The must-read stories and debate in health policy and leadership.
- Today’s unlikely rebel: The Bedpan: Still rattling cages
- Today’s collaboration plan: Industry can help design out human error, says safety tsar
Consolidation of clinical commissioning groups has been a slow burn. We started with 211 and still have 195 more than five years later.
National leaders are hoping now is the time that changes. They are taking 20 per cent out of the groups’ admin allowance in little over a year. There are plenty of unsubtle hints that NHS England would like this to happen via merger and joint working.
It is notable – however – that at yet another policy juncture, there is still no requirement to merge, even to become an integrated care system. Many in the provider world would have liked it to be so and, were NHS England’s leadership different, this would probably have happened by now.
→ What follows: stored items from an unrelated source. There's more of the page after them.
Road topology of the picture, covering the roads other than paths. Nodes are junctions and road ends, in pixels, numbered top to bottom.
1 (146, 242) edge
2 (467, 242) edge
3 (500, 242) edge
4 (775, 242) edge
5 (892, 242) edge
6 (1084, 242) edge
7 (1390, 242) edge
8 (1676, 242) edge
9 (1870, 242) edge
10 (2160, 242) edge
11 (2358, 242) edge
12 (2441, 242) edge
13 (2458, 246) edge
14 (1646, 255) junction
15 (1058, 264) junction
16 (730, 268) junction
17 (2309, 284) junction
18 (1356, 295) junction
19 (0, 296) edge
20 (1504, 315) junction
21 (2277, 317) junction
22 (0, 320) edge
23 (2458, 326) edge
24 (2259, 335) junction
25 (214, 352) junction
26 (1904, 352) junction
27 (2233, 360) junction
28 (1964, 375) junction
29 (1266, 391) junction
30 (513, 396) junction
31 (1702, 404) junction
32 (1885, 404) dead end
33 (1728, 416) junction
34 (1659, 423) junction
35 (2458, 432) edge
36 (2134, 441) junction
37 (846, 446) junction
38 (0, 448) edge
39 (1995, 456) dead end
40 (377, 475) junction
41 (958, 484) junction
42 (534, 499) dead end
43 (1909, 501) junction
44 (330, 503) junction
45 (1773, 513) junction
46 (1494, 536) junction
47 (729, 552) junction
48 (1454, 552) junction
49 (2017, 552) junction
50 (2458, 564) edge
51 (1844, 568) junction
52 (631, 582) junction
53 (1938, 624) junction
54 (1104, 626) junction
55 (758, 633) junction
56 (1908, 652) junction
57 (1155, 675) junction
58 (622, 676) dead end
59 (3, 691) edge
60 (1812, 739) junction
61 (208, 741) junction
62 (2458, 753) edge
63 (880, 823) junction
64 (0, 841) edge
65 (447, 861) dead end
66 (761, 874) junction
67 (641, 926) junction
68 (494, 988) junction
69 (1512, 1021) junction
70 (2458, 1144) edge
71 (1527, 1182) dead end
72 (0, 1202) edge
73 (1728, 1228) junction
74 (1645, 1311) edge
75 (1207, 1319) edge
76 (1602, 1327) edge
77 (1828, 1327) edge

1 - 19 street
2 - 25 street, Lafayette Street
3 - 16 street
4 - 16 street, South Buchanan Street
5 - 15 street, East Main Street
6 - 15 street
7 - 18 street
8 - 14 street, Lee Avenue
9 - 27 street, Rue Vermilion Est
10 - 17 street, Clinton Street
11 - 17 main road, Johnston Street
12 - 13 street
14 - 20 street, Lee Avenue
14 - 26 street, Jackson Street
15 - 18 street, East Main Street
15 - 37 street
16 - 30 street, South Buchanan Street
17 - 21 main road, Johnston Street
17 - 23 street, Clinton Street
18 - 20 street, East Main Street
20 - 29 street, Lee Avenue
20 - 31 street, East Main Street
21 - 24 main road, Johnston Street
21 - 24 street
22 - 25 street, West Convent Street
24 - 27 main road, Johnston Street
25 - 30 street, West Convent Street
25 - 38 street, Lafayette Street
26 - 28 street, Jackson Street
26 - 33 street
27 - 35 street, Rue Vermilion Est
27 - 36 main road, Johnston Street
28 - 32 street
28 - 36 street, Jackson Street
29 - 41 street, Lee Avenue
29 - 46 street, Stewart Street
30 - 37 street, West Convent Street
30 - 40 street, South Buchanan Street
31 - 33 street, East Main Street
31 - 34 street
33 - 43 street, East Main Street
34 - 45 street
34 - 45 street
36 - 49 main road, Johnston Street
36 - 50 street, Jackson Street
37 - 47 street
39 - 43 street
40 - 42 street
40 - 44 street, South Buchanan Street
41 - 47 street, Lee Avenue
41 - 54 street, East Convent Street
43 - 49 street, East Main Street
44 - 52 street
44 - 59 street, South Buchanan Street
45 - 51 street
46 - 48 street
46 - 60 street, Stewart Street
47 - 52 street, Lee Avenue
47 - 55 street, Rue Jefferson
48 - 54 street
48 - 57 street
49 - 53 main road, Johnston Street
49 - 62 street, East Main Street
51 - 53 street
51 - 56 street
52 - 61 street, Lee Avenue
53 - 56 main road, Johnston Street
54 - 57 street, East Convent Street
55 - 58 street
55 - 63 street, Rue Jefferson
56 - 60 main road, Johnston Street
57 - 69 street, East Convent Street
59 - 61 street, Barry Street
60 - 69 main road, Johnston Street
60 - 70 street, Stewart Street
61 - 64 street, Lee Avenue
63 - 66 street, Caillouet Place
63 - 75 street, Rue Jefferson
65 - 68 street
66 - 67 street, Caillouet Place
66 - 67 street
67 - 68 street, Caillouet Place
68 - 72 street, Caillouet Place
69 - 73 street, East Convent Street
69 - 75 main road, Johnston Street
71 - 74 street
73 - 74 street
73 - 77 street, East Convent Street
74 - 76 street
Questions sparked by this intervention include whether the management costs saved in CCGs will pop up elsewhere – like ICS or providers; and whether merger will have to be all the way up to Sustainability and Transformation Partnership level or something smaller. The latter would be more comfortable for CCGs and often happier for local government, but may not be the world the centre is looking for.
Since the Francis Inquiry was published more than five years ago, the NHS has seen a raft of patient safety reforms. Plenty of new laws and regulations, plus regular pronouncements from former health secretary Jeremy Hunt.
Many have complained there has been too much knee-jerk reaction to events and scandals so the news of a national patient safety strategy to take stock and bring all these strands together will be welcomed.
In his first indepth interview, national patient safety director Aidan Fowler has explained his emerging vision for safety in the NHS.
It is clear he believes there has been a lot of good work done but now it needs some structure. Essentially, he calls for a bit of grip to be applied, so that what has been proven to work in one region can be improved and extended nationally to ensure all areas benefit.
His vision is of a national infrastructure for safety policy extending down from a new national patient safety committee, to the national team and the seven NHS regions, and finally to local providers who will have patient safety directors employed. These directors will have received consistent training and be familiar with the way the NHS system works for safety, such as the NRLS alert system.
For too long safety, and the way it has been handled as a policy issue, has depended on where you are. Aidan Fowler’s ambition to deliver “uniformity” is long overdue and welcome.